In the same manner, the creation of the Ruling Ring of power in the Akallabêth is an ideal example of Magic, or a perverted imitation of sub-creation. As Gandalf explains to Frodo early in The Fellowship of the Ring, Sauron indeed “made that Ring himself, it is his, and he let a great part of his own former power pass into it, so that he could rule all the others” (51).
As a Lord of evil, Sauron’s creation is ultimately focused on domination:
Now the Elves made many rings; but secretly Sauron made One Ring to rule all the others, and their power was bound up with it, to be subject wholly to it and to last only so long as it too should last. And much of the strength and will of Sauron passed into that One Ring; for the power of the Elven-rings was very great, and that which should govern them must be a thing of surpassing potency; and Sauron forged it in the Mountain of Fire in the Land of Shadow. And while he wore the One Ring he could perceive all the things that were done by means of the lesser rings, and he could see and govern the very thoughts of those that wore them. (The Silmarillion 344)
Sauron depends on the One Ruling Ring to bend the wills of the free people of Arda and exert domination over them; it is a creation produced from his desire for power. Through it, Sauron seeks to make “the will more quickly effective” through the Machine, or the Magic of the Ring (Letter 131). In his blind lust and pride, Sauron “knew no bounds, and he determined to make himself master of all things in Middle-earth […] and he named himself Lord of the Earth” (346). Sauron desires to replace the Creator as he starts “clinging to the things made as ‘its own,’ the sub-creator wishes to be the Lord and God of his private creation” (Letter 131).
The Modern Corruption of Tolkien’s Art and Sub-creation
When asked about the intended message of The Lord of the Rings, Tolkien wrote that “I have none really, if by that is meant the conscious purpose in writing The Lord of the Rings, of preaching, or of delivering myself of a vision of truth specially revealed to me! I was primarily writing an exciting story in an atmosphere and background such as I find personally attractive” (Letter 208).
This does not denote an utter lack of meaning in The Lord of the Rings or Tolkien’s Fantasy as a whole. All the above demonstrates the contrary.

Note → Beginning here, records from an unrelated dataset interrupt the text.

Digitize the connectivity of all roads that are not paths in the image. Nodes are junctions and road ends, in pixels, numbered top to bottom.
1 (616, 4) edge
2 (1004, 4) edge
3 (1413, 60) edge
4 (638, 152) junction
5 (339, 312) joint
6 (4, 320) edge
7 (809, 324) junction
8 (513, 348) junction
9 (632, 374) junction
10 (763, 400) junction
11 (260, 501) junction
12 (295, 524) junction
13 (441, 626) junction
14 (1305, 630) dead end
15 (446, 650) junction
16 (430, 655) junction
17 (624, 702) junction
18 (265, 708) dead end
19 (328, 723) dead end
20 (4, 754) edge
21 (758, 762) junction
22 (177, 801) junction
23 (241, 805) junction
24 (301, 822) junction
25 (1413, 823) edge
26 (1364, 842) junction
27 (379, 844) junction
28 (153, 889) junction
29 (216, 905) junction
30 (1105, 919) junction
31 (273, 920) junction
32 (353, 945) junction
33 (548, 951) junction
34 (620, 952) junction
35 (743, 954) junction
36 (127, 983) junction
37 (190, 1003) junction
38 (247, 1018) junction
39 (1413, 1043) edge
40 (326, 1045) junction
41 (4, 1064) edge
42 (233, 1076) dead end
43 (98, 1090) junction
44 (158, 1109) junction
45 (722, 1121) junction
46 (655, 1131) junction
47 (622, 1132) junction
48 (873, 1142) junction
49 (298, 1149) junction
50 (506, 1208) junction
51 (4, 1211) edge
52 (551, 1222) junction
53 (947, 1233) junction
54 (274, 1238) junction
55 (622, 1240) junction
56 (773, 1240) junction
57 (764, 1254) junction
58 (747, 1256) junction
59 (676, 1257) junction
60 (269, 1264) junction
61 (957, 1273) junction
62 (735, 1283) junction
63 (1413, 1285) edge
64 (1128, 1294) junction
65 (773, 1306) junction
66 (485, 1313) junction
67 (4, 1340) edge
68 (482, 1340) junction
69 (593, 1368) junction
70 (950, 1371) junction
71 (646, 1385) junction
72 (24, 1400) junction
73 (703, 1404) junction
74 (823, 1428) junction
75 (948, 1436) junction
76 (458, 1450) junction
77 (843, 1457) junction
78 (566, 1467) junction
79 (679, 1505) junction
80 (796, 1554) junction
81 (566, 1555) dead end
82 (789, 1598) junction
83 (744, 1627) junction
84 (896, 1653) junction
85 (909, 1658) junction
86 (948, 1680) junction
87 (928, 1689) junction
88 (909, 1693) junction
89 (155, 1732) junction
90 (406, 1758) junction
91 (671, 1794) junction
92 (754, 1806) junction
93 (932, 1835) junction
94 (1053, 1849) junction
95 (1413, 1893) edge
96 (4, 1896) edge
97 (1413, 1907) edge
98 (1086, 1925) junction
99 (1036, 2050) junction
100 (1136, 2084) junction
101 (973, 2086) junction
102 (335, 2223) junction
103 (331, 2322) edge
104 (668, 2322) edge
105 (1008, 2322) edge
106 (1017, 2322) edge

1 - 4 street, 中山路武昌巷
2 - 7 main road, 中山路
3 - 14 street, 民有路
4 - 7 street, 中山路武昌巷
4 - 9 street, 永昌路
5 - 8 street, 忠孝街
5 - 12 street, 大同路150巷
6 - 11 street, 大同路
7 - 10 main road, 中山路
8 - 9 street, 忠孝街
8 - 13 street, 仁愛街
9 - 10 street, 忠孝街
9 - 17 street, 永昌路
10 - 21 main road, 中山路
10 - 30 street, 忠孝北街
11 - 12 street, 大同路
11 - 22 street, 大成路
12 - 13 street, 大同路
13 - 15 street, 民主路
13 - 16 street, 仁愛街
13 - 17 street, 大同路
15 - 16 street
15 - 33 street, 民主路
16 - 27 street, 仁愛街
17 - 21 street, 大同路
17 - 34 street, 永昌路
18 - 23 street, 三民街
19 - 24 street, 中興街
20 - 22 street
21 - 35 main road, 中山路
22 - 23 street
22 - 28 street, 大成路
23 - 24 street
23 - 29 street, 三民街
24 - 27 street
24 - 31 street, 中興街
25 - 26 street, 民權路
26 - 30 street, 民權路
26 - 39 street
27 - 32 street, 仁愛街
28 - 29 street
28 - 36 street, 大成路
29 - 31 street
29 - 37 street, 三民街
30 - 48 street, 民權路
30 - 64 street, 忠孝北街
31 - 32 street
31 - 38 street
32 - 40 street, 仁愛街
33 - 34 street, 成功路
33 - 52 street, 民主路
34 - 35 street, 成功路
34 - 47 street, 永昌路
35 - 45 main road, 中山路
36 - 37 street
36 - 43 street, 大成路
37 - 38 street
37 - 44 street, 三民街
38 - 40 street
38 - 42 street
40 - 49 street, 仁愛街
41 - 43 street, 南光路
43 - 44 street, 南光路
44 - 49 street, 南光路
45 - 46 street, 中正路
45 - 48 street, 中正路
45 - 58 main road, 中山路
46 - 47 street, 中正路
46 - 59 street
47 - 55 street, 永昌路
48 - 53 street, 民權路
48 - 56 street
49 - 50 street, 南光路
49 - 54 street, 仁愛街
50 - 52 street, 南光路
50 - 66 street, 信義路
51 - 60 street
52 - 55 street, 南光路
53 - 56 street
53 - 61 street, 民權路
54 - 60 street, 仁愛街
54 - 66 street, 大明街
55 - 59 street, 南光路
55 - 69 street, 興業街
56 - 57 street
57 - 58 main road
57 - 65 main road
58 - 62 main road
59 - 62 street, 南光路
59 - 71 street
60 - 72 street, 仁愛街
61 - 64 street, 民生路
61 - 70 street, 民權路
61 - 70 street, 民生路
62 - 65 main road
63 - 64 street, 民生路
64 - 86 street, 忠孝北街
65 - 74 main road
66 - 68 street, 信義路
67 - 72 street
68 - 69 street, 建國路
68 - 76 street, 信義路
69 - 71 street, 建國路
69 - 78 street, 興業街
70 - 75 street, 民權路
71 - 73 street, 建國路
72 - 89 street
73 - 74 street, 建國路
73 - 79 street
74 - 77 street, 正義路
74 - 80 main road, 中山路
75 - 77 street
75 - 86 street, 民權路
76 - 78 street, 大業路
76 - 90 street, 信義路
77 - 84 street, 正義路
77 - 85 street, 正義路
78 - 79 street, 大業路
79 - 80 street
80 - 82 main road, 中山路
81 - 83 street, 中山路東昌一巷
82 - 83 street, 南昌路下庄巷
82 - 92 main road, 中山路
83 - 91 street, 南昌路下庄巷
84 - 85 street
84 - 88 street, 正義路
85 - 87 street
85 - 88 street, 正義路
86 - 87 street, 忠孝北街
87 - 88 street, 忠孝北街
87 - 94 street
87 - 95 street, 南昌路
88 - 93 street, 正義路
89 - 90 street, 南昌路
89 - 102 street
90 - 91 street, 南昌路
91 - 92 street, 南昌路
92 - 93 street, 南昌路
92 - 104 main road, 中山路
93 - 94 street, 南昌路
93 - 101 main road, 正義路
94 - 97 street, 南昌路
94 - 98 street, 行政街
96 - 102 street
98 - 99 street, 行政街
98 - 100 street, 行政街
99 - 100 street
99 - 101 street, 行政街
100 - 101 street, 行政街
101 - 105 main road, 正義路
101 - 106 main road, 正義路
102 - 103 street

Tolkien truly believed that God “gave special ‘sub-creative’ powers to certain of His highest created beings” and that any artist or writer—primarily Fantasy writers who create a Secondary World—who partakes in this gift of creation holds a responsibility to “reflect […] elements of moral and religious truth (or error)” (Letter 153; Letter 131).
All of Tolkien’s Art achieves this purpose seamlessly, while still offering an exciting adventure tale that riveted the whole world and altered the literary genre of Fantasy forever.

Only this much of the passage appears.